Newly answered 9/9, 2014 at 16:10 Comment(14)

Can you share the entire text inside your .gram file please? I feel that something else is missing. I am new to grammar files. – Implode 20/3, 2015 at 16:30

There is nothing to update, this file is a file for keyword spotting as is, you should not add anything. And it is not grammar file, grammars are different. To learn about keyword spotting visit CMUSphinx page cmusphinx.sourceforge.net/wiki/tutoriallm – Newly 19/11, 2015 at 14:15

Assuming I use such a file with pocketsphinx_continuous, I would provide the file path using -kws. Could I then use cmudict-en-us.dict and the included 16-bit PTM en-us ARPA model? Would the accuracy improve if I created a new dictionary for just those 5 words? – Muumuu 11/1, 2016 at 0:53

en-us-ptm is an acoustic model, it is not arpa model. it is 16khz, not 16 bit. creating new dictionary would not improve the accuracy, though it might save you some memory (about 3mb). – Newly 11/1, 2016 at 0:58

Yes indeed, 16khz acoustic. What is the significance of making the threshold for forwards different from the others? Why not denote it as /1e-1/ rather than /0.1/? – Muumuu 11/1, 2016 at 8:56

The threshold depends on the word, for optimal detection you need to use word-specific thresholds.

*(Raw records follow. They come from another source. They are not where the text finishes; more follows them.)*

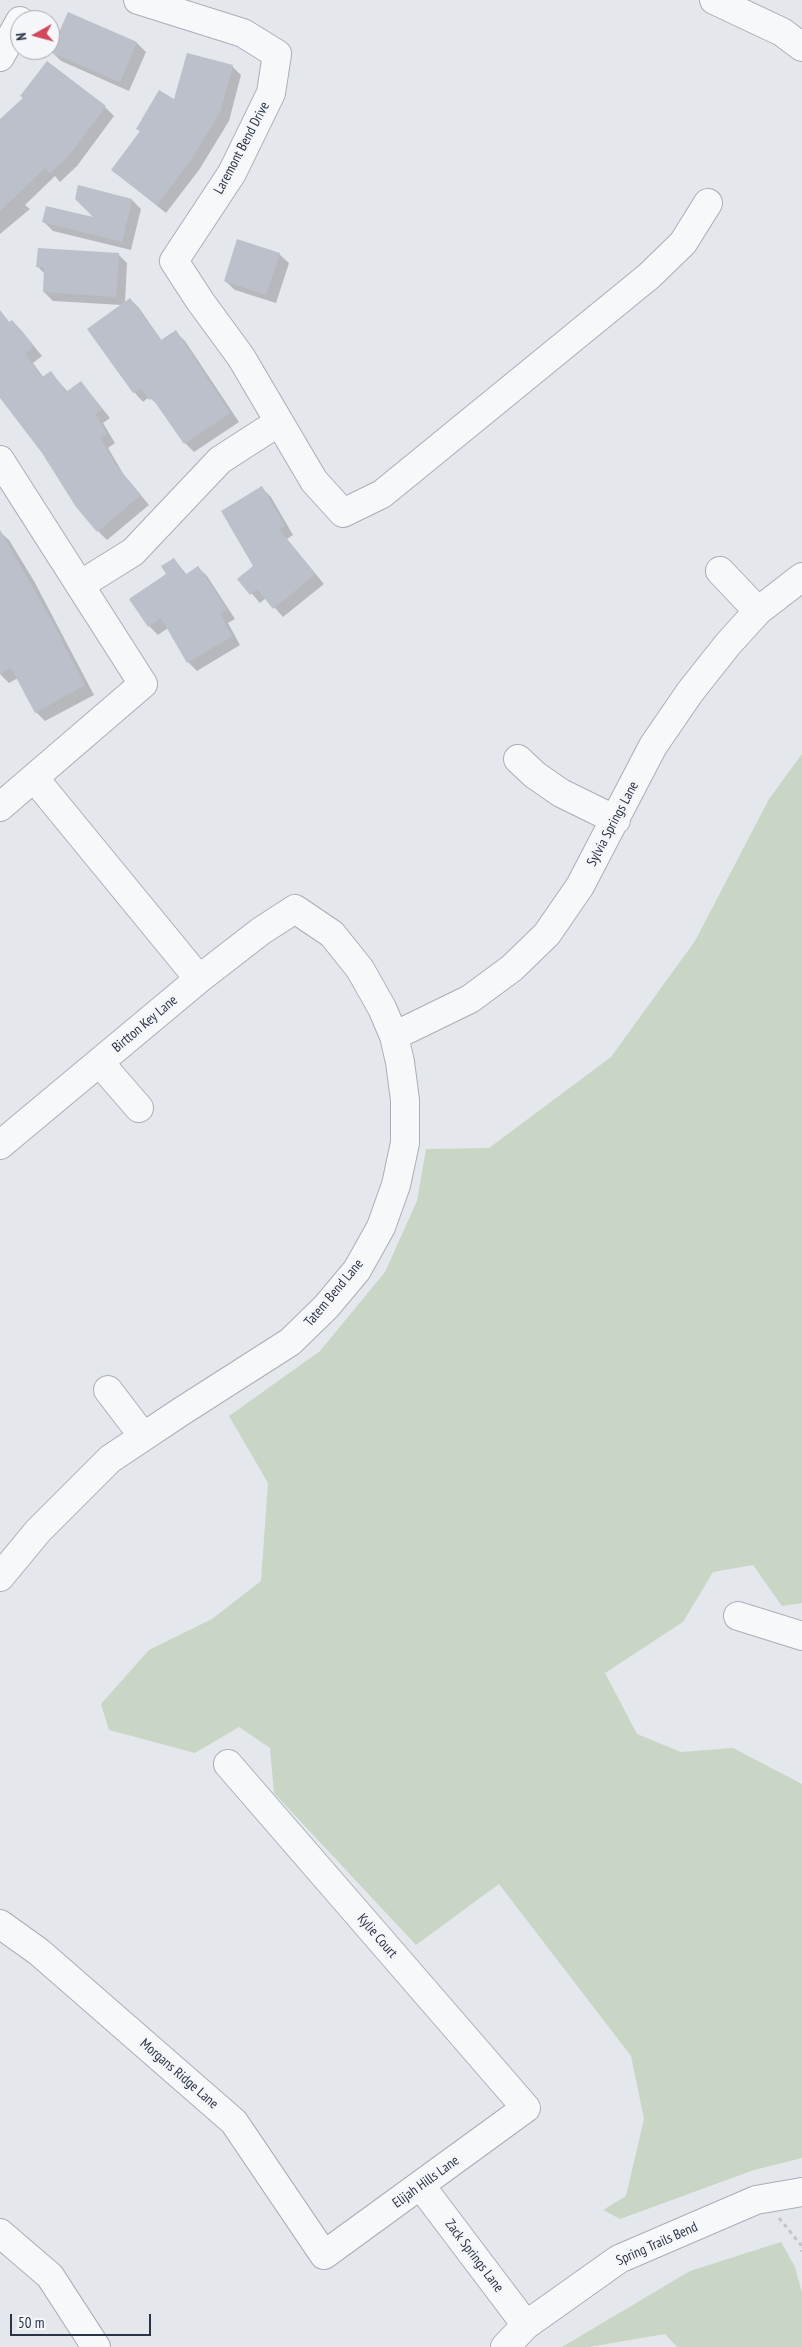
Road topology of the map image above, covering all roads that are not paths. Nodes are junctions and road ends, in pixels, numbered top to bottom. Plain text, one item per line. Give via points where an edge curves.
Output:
1 (138, 0) edge
2 (714, 0) edge
3 (10, 38) edge
4 (802, 47) edge
5 (0, 57) edge
6 (708, 203) dead end
7 (280, 422) junction
8 (0, 460) edge
9 (720, 570) dead end
10 (802, 577) edge
11 (80, 585) junction
12 (758, 611) junction
13 (518, 759) dead end
14 (35, 779) junction
15 (0, 807) edge
16 (616, 820) junction
17 (294, 909) joint
18 (199, 979) junction
19 (394, 1036) junction
20 (100, 1063) junction
21 (139, 1108) dead end
22 (0, 1145) edge
23 (108, 1390) dead end
24 (143, 1436) junction
25 (0, 1577) edge
26 (738, 1616) dead end
27 (802, 1636) edge
28 (228, 1764) dead end
29 (0, 1924) edge
30 (526, 2108) joint
31 (421, 2186) junction
32 (802, 2192) edge
33 (0, 2233) edge
34 (324, 2255) joint
35 (526, 2325) junction
36 (96, 2347) edge
37 (505, 2347) edge

1 - 7 street, Laremont Bend Drive via 243,33 277,54 271,93 232,173 174,261 241,357
2 - 4 street via 782,32
3 - 5 street
6 - 7 street via 683,243 649,276 382,494 343,514 314,481
7 - 11 street via 220,460 133,552
8 - 11 street
9 - 12 street
10 - 12 street, Sylvia Springs Lane
11 - 14 street via 143,684
12 - 16 street, Sylvia Springs Lane via 690,692 653,746
13 - 16 street via 560,793
14 - 15 street
14 - 18 street
16 - 19 street, Sylvia Springs Lane via 580,886 547,934 512,968 470,1000
17 - 18 street, Birtton Key Lane
17 - 19 street, Tatem Bend Lane via 332,934 360,968
18 - 20 street, Birtton Key Lane
19 - 24 street, Tatem Bend Lane via 405,1100 405,1143 382,1227 357,1270 326,1307 290,1342
20 - 21 street
20 - 22 street, Birtton Key Lane
23 - 24 street
24 - 25 street, Tatem Bend Lane via 110,1460 68,1499
26 - 27 street
28 - 30 street, Kylie Court
29 - 34 street, Morgans Ridge Lane via 39,1952 234,2122
30 - 31 street, Elijah Hills Lane
31 - 34 street, Elijah Hills Lane
31 - 35 street, Zack Springs Lane
32 - 35 street, Spring Trails Bend via 756,2200 618,2259
33 - 36 street via 50,2276
35 - 37 street, Spring Trails Bend

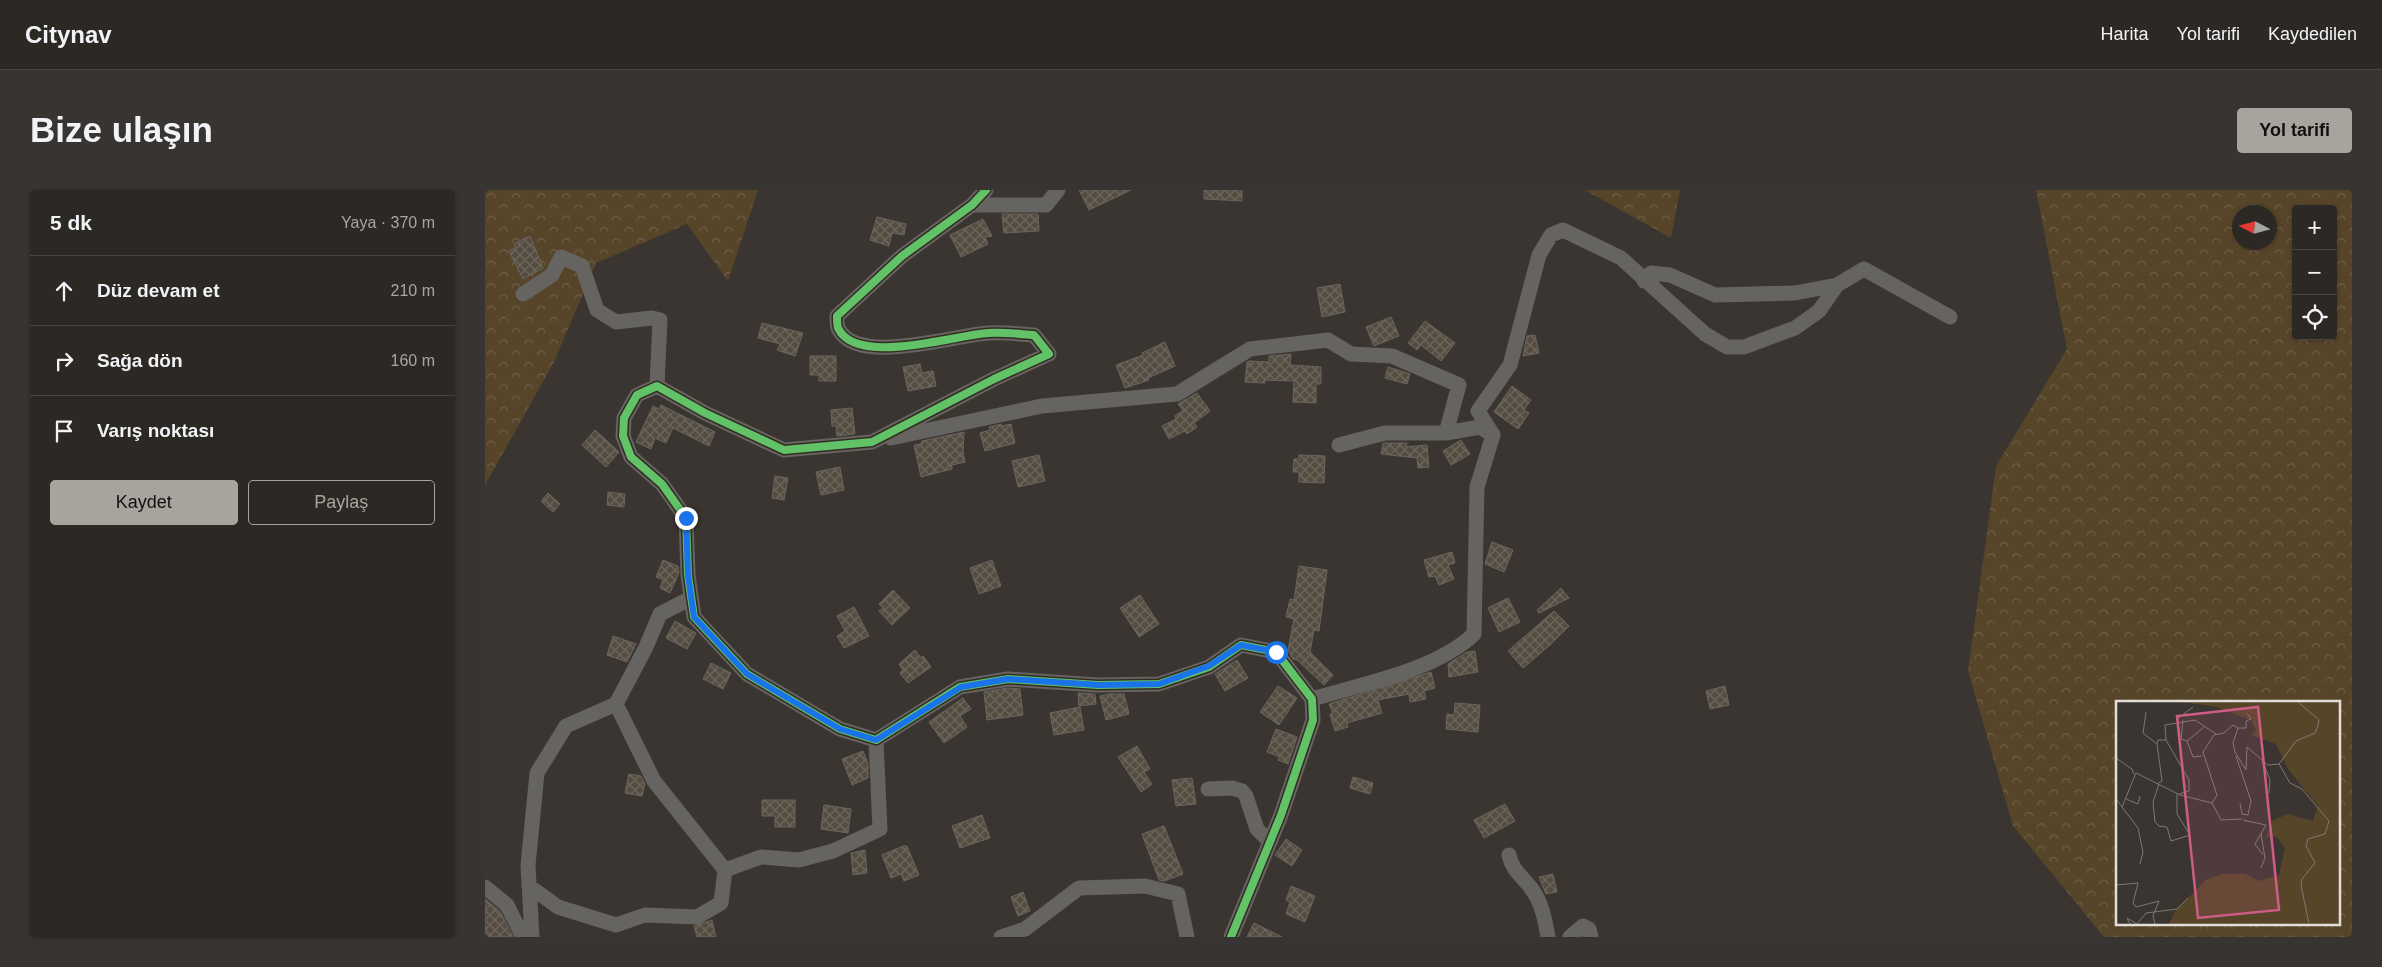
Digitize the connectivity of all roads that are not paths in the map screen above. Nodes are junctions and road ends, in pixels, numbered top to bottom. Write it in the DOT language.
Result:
graph roads {
  1 [pos="986,190"];
  2 [pos="1058,190"];
  3 [pos="972,205"];
  4 [pos="1644,281"];
  5 [pos="1837,285"];
  6 [pos="523,294"];
  7 [pos="1951,317"];
  8 [pos="657,386"];
  9 [pos="1446,433"];
  10 [pos="1493,435"];
  11 [pos="872,442"];
  12 [pos="1339,445"];
  13 [pos="691,598"];
  14 [pos="1312,699"];
  15 [pos="616,704"];
  16 [pos="876,740"];
  17 [pos="1208,789"];
  18 [pos="1270,842"];
  19 [pos="1509,855"];
  20 [pos="725,870"];
  21 [pos="529,886"];
  22 [pos="485,887"];
  23 [pos="523,937"];
  24 [pos="532,937"];
  25 [pos="1001,937"];
  26 [pos="1187,937"];
  27 [pos="1231,937"];
  28 [pos="1548,937"];
  29 [pos="1570,937"];
  30 [pos="1591,937"];
  1 -- 3 [label="street"];
  2 -- 3 [label="street"];
  3 -- 11 [label="street"];
  4 -- 5 [label="street"];
  4 -- 5 [label="street"];
  4 -- 10 [label="street"];
  5 -- 7 [label="street"];
  6 -- 8 [label="street"];
  8 -- 11 [label="street"];
  8 -- 13 [label="street"];
  9 -- 10 [label="street"];
  9 -- 11 [label="street"];
  9 -- 12 [label="street"];
  10 -- 14 [label="street"];
  13 -- 15 [label="street"];
  13 -- 16 [label="street"];
  14 -- 16 [label="street"];
  14 -- 18 [label="street"];
  15 -- 20 [label="street"];
  15 -- 21 [label="street"];
  16 -- 20 [label="street"];
  17 -- 18 [label="street"];
  18 -- 27 [label="street"];
  19 -- 28 [label="street"];
  20 -- 21 [label="street"];
  21 -- 24 [label="street"];
  22 -- 23 [label="street"];
  25 -- 26 [label="street"];
  29 -- 30 [label="street"];
}
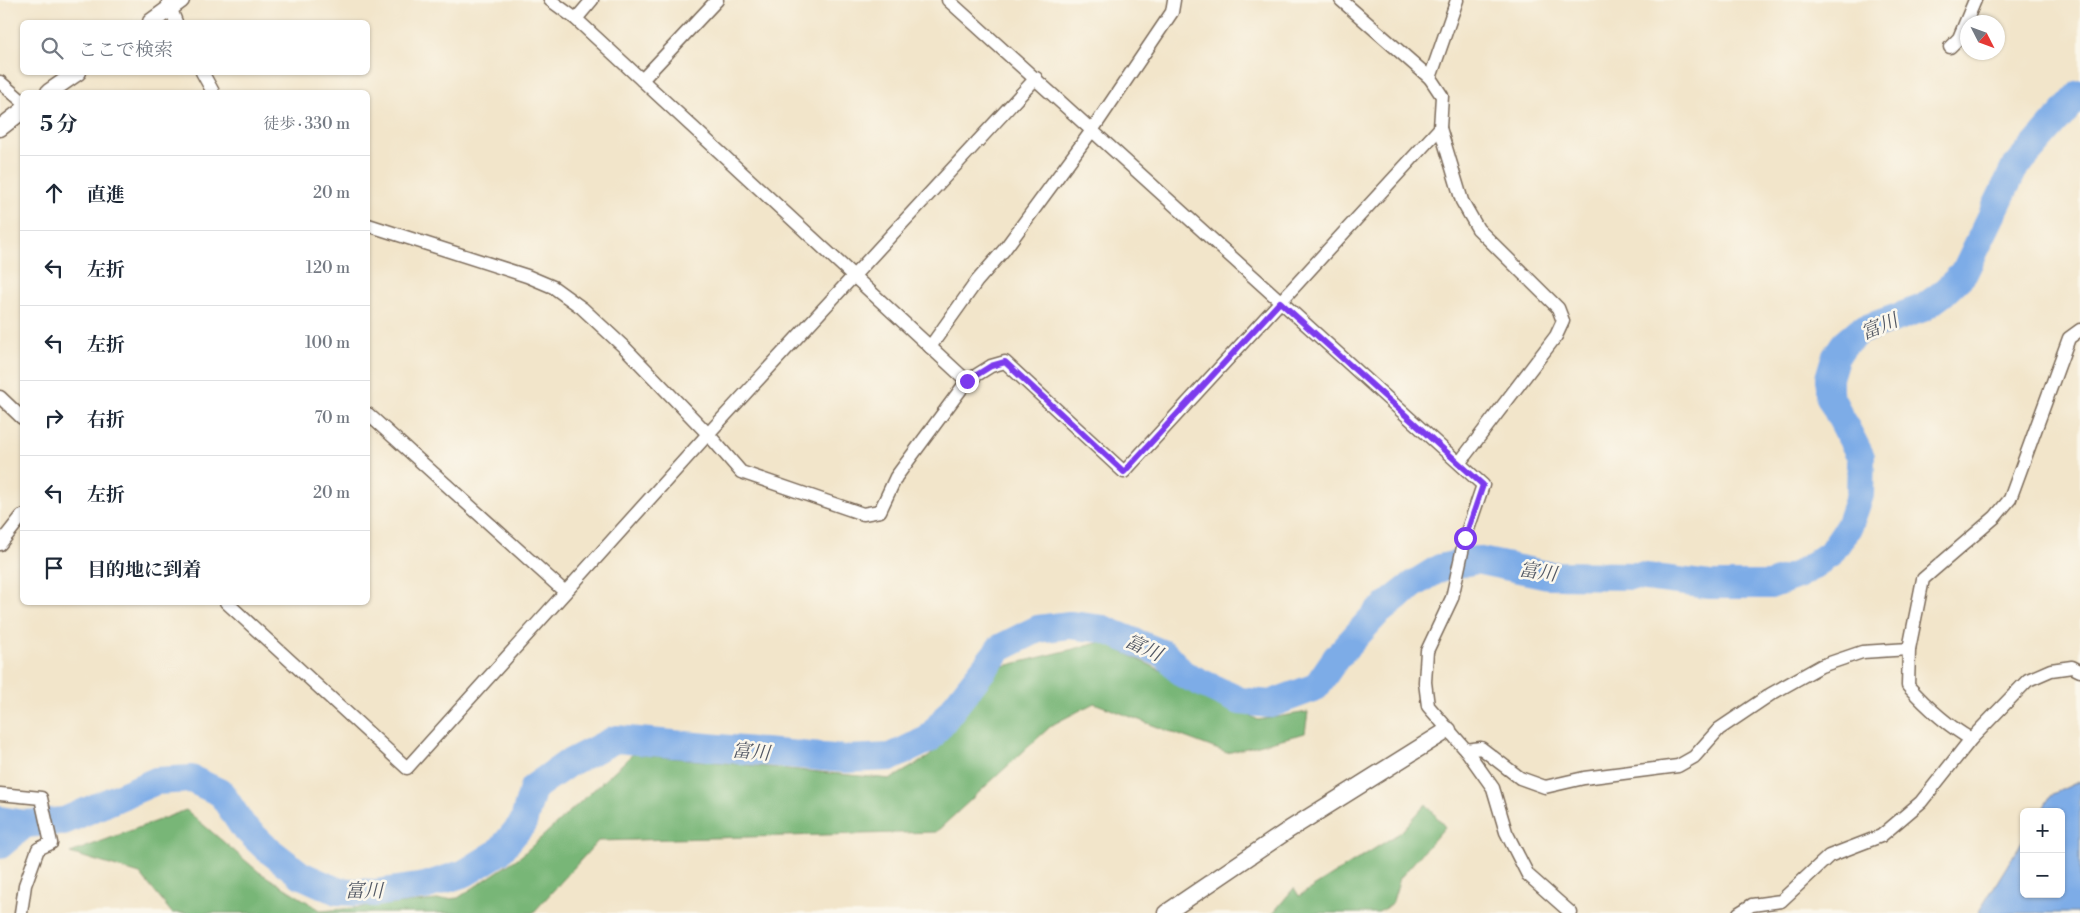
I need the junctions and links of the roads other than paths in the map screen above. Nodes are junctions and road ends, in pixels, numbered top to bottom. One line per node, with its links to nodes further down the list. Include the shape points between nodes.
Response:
1 (550, 0): 10 (street)
2 (592, 0): 10 (street)
3 (717, 0): 17 (street)
4 (948, 0): 15 (street)
5 (1174, 0): 25 (street, via 1172,12)
6 (1341, 0): 16 (street)
7 (1457, 0): 16 (street)
8 (1975, 0): 12 (street, via 1959,38)
9 (174, 8): 11 (street)
10 (576, 19): 17 (street)
11 (154, 20)
12 (1950, 46)
13 (74, 75): 19 (street)
14 (204, 75): 20 (street)
15 (1036, 78): 25 (street); 27 (street)
16 (1430, 78): 24 (street, via 1442,96)
17 (642, 80): 27 (street)
18 (0, 82): 21 (street)
19 (52, 90)
20 (212, 90)
21 (20, 100)
22 (20, 113): 23 (street)
23 (0, 128)
24 (1440, 128): 28 (street); 36 (street, via 1462,201 1478,229 1558,308 1564,321)
25 (1094, 130): 28 (street); 30 (street)
26 (370, 226): 35 (street, via 553,287 582,308 618,342)
27 (854, 277): 30 (street); 35 (street)
28 (1280, 302): 31 (street, via 1124,472 1005,362 991,366); 36 (street)
29 (2080, 330): 41 (street, via 2069,338 2010,499 1995,517 1924,580)
30 (930, 346): 31 (street)
31 (967, 381): 35 (street, via 896,477 880,511 864,514 741,472)
32 (0, 397): 33 (street)
33 (20, 416)
34 (370, 416): 39 (street)
35 (708, 434): 39 (street)
36 (1460, 462): 43 (street, via 1483,485 1465,538 1452,598 1427,651 1425,682 1428,706)
37 (20, 519): 38 (street)
38 (0, 544)
39 (565, 592): 40 (street, via 407,768)
40 (229, 605)
41 (1909, 649): 44 (street, via 1908,686 1954,730); 45 (street, via 1862,652 1821,666 1719,729 1694,757 1678,766 1584,778 1545,787 1520,778 1481,748)
42 (2080, 671): 44 (street, via 2072,667 2050,670 2028,680)
43 (1448, 730): 45 (street); 48 (street, via 1290,829)
44 (1971, 739): 50 (street, via 1921,802 1881,836 1829,856 1781,901 1752,905)
45 (1466, 750): 49 (street, via 1492,788 1506,832 1528,875)
46 (0, 794): 47 (street, via 41,798 50,843 38,849)
47 (21, 913)
48 (1166, 913)
49 (1571, 913)
50 (1739, 913)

Since word "forwards" has two syllables, it most likely needs a different threshold. You can use 0.1 if you like. – Newly 11/1, 2016 at 8:57

Are there any examples of such files in pocketsphinx? Do they have a file extension? – Muumuu 11/1, 2016 at 14:18

Example is provided in the answer. You do not need extension, you can choose arbitrary one according to your preferences. – Newly 11/1, 2016 at 15:1

why we need threshold,can anyone tell me – Hemostat 22/3, 2016 at 6:44

i am facing a problem it is listening words without saying anything – Hemostat 22/3, 2016 at 7:19

Threshold controls false alarms, if you have too many detections simply change threshold. – Newly 22/3, 2016 at 10:5

can we use local language words for speech recognition? – Hemostat 30/3, 2016 at 7:30

@NikolayShmyrev . i read this, but my problem is how can i define new KEYWORD -e.g. my phone- too. would toy please check my question? https://mcmap.net/q/341455/-define-a-new-keyword-in-pocket-sphinx/3671748 – Intend 4/6, 2016 at 13:38

can u help me please : #39506771 – Mcpeak 15/9, 2016 at 8:38

Thanks to Nikolay's tip (see his answer above), I have developed the following code which works fine, and does not recognize words unless they're on the list. You can copy and paste this directly over the main class in the PocketSphinxDemo code:

public class PocketSphinxActivity extends Activity implements RecognitionListener
{
private static final String DIGITS_SEARCH = "digits";
private SpeechRecognizer recognizer;

@Override
public void onCreate(Bundle state)
{
    super.onCreate(state);

    setContentView(R.layout.main);

    ((TextView) findViewById(R.id.caption_text)).setText("Preparing the recognizer");

    try
    {
        Assets assets = new Assets(PocketSphinxActivity.this);
        File assetDir = assets.syncAssets();
        setupRecognizer(assetDir);
    }
    catch (IOException e)
    {
        // oops
    }

    ((TextView) findViewById(R.id.caption_text)).setText("Say up, down, left, right, forwards, backwards");

    reset();
}

@Override
public void onPartialResult(Hypothesis hypothesis)
{
}

@Override
public void onResult(Hypothesis hypothesis)
{
    ((TextView) findViewById(R.id.result_text)).setText("");

    if (hypothesis != null)
    {
        String text = hypothesis.getHypstr();
        makeText(getApplicationContext(), text, Toast.LENGTH_SHORT).show();
    }
}

@Override
public void onBeginningOfSpeech()
{
}

@Override
public void onEndOfSpeech()
{
    reset();
}

private void setupRecognizer(File assetsDir)
{
    File modelsDir = new File(assetsDir, "models");

    recognizer = defaultSetup().setAcousticModel(new File(modelsDir, "hmm/en-us-semi"))
                               .setDictionary(new File(modelsDir, "dict/cmu07a.dic"))
                               .setRawLogDir(assetsDir).setKeywordThreshold(1e-20f)
                               .getRecognizer();

    recognizer.addListener(this);

    File digitsGrammar = new File(modelsDir, "grammar/digits.gram");
    recognizer.addKeywordSearch(DIGITS_SEARCH, digitsGrammar);
}

private void reset()
{
    recognizer.stop();
    recognizer.startListening(DIGITS_SEARCH);
}
}

Your digits.gram file should be something like:

up /1e-1/
down /1e-1/
left /1e-1/
right /1e-1/
forwards /1e-1/
backwards /1e-1/

You should experiment with the thresholds within the double slashes // for performance, where 1e-1 represents 0.1 (I think). I think the maximum is 1.0.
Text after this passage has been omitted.